"""

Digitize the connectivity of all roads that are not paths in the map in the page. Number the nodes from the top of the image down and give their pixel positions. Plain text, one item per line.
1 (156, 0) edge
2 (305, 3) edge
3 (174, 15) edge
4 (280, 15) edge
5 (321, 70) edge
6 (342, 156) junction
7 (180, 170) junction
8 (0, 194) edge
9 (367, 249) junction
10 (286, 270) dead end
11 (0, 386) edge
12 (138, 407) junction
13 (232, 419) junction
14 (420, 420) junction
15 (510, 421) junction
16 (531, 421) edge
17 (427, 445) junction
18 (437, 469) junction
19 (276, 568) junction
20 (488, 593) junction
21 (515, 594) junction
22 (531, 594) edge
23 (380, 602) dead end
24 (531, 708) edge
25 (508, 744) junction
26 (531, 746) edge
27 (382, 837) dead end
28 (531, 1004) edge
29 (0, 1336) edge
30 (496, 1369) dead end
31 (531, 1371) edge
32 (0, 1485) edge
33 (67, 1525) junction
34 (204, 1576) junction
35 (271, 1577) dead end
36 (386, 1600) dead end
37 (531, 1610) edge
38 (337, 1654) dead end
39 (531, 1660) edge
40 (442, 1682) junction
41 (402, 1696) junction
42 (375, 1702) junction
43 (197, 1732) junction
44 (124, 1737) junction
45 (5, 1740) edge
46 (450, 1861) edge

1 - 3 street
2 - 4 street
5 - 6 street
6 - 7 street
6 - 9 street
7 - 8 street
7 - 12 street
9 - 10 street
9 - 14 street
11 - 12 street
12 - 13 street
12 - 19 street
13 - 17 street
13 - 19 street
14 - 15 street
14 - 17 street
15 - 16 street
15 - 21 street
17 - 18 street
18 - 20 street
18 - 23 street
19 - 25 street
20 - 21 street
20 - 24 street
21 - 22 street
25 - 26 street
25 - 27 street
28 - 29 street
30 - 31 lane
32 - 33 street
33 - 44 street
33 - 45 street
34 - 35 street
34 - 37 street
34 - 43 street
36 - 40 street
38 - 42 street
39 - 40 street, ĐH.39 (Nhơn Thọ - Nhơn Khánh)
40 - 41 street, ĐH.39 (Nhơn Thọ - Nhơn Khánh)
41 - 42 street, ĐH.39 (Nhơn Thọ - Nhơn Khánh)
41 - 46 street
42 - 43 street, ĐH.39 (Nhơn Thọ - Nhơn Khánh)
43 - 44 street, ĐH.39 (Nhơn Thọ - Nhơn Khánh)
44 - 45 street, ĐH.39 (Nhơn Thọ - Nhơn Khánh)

"""

Brief: With every word kept as it is, set down the entries again.

Response to the task:
Digitize the connectivity of all roads that are not paths in the map in the page. Number the nodes from the top of the image down and give their pixel positions. Plain text, one item per line.
1 (156, 0) edge
2 (305, 3) edge
3 (174, 15) edge
4 (280, 15) edge
5 (321, 70) edge
6 (342, 156) junction
7 (180, 170) junction
8 (0, 194) edge
9 (367, 249) junction
10 (286, 270) dead end
11 (0, 386) edge
12 (138, 407) junction
13 (232, 419) junction
14 (420, 420) junction
15 (510, 421) junction
16 (531, 421) edge
17 (427, 445) junction
18 (437, 469) junction
19 (276, 568) junction
20 (488, 593) junction
21 (515, 594) junction
22 (531, 594) edge
23 (380, 602) dead end
24 (531, 708) edge
25 (508, 744) junction
26 (531, 746) edge
27 (382, 837) dead end
28 (531, 1004) edge
29 (0, 1336) edge
30 (496, 1369) dead end
31 (531, 1371) edge
32 (0, 1485) edge
33 (67, 1525) junction
34 (204, 1576) junction
35 (271, 1577) dead end
36 (386, 1600) dead end
37 (531, 1610) edge
38 (337, 1654) dead end
39 (531, 1660) edge
40 (442, 1682) junction
41 (402, 1696) junction
42 (375, 1702) junction
43 (197, 1732) junction
44 (124, 1737) junction
45 (5, 1740) edge
46 (450, 1861) edge

1 - 3 street
2 - 4 street
5 - 6 street
6 - 7 street
6 - 9 street
7 - 8 street
7 - 12 street
9 - 10 street
9 - 14 street
11 - 12 street
12 - 13 street
12 - 19 street
13 - 17 street
13 - 19 street
14 - 15 street
14 - 17 street
15 - 16 street
15 - 21 street
17 - 18 street
18 - 20 street
18 - 23 street
19 - 25 street
20 - 21 street
20 - 24 street
21 - 22 street
25 - 26 street
25 - 27 street
28 - 29 street
30 - 31 lane
32 - 33 street
33 - 44 street
33 - 45 street
34 - 35 street
34 - 37 street
34 - 43 street
36 - 40 street
38 - 42 street
39 - 40 street, ĐH.39 (Nhơn Thọ - Nhơn Khánh)
40 - 41 street, ĐH.39 (Nhơn Thọ - Nhơn Khánh)
41 - 42 street, ĐH.39 (Nhơn Thọ - Nhơn Khánh)
41 - 46 street
42 - 43 street, ĐH.39 (Nhơn Thọ - Nhơn Khánh)
43 - 44 street, ĐH.39 (Nhơn Thọ - Nhơn Khánh)
44 - 45 street, ĐH.39 (Nhơn Thọ - Nhơn Khánh)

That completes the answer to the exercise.